** BRIEF **
An exact copy of the records below is required, and it must contain no pictures.

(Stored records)

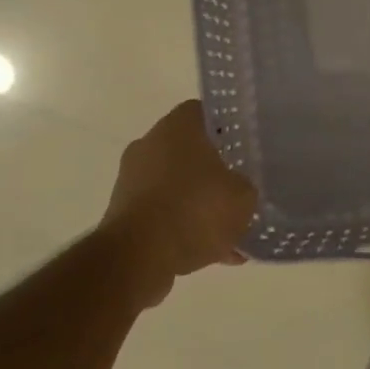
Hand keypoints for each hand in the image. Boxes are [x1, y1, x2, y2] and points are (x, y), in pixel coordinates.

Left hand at [102, 101, 256, 303]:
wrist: (138, 257)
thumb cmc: (195, 210)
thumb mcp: (243, 196)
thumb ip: (246, 186)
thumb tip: (240, 188)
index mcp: (177, 127)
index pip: (205, 112)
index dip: (227, 127)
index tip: (244, 144)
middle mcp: (149, 144)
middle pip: (189, 149)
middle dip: (213, 168)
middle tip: (239, 185)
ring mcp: (132, 179)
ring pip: (176, 184)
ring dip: (198, 202)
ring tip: (229, 230)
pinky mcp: (123, 212)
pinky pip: (163, 213)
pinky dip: (183, 226)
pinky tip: (212, 252)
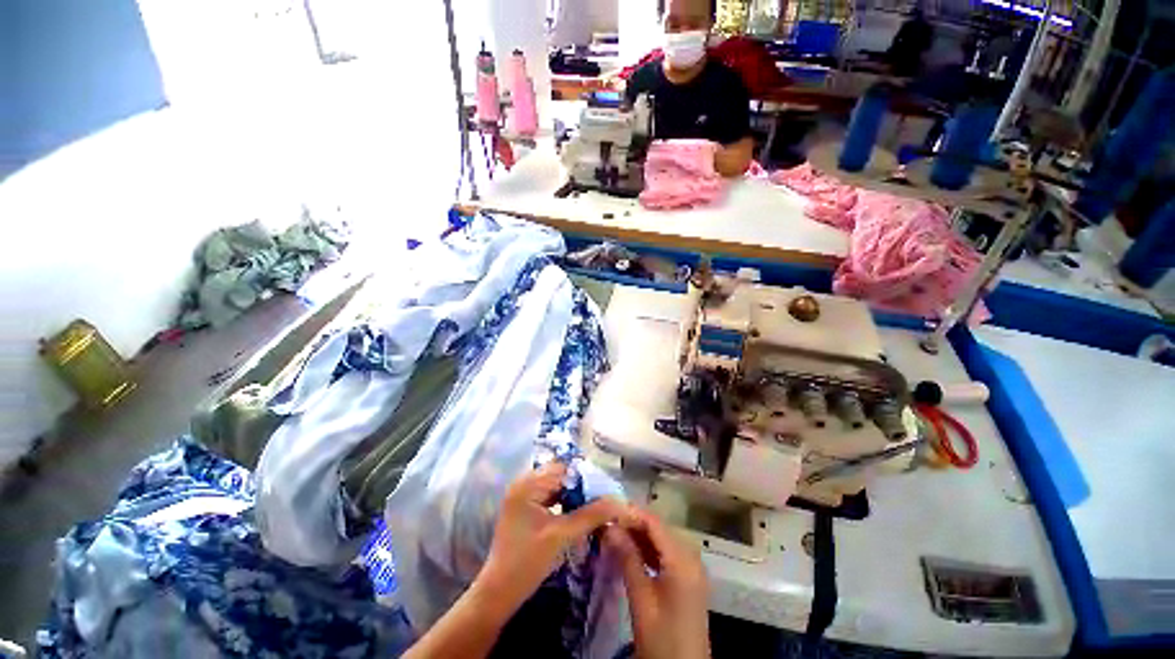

** TASK ANSWER **
Hand keypoints for each hand in the image. Boxes are [x1, y1, x2, y2] and points are (x, y), in pixel coordinates.

Left hand at [102, 101, 256, 303]:
wrist: (138, 257)
thumb cmc: (195, 210)
thumb mcp: (243, 196)
thumb ip: (246, 186)
thumb tip: (240, 188)
index mcp: (177, 127)
index pip: (205, 112)
index dip: (227, 127)
index tip: (244, 144)
middle mcp: (149, 144)
middle pip: (189, 149)
middle dip: (213, 168)
middle tip: (239, 185)
ring mcp: (132, 179)
ring pip: (176, 184)
ring dip: (198, 202)
ring tip: (229, 230)
pinky mcp: (123, 212)
pinky pip: (163, 213)
pinky dip: (183, 226)
pinky tip: (212, 252)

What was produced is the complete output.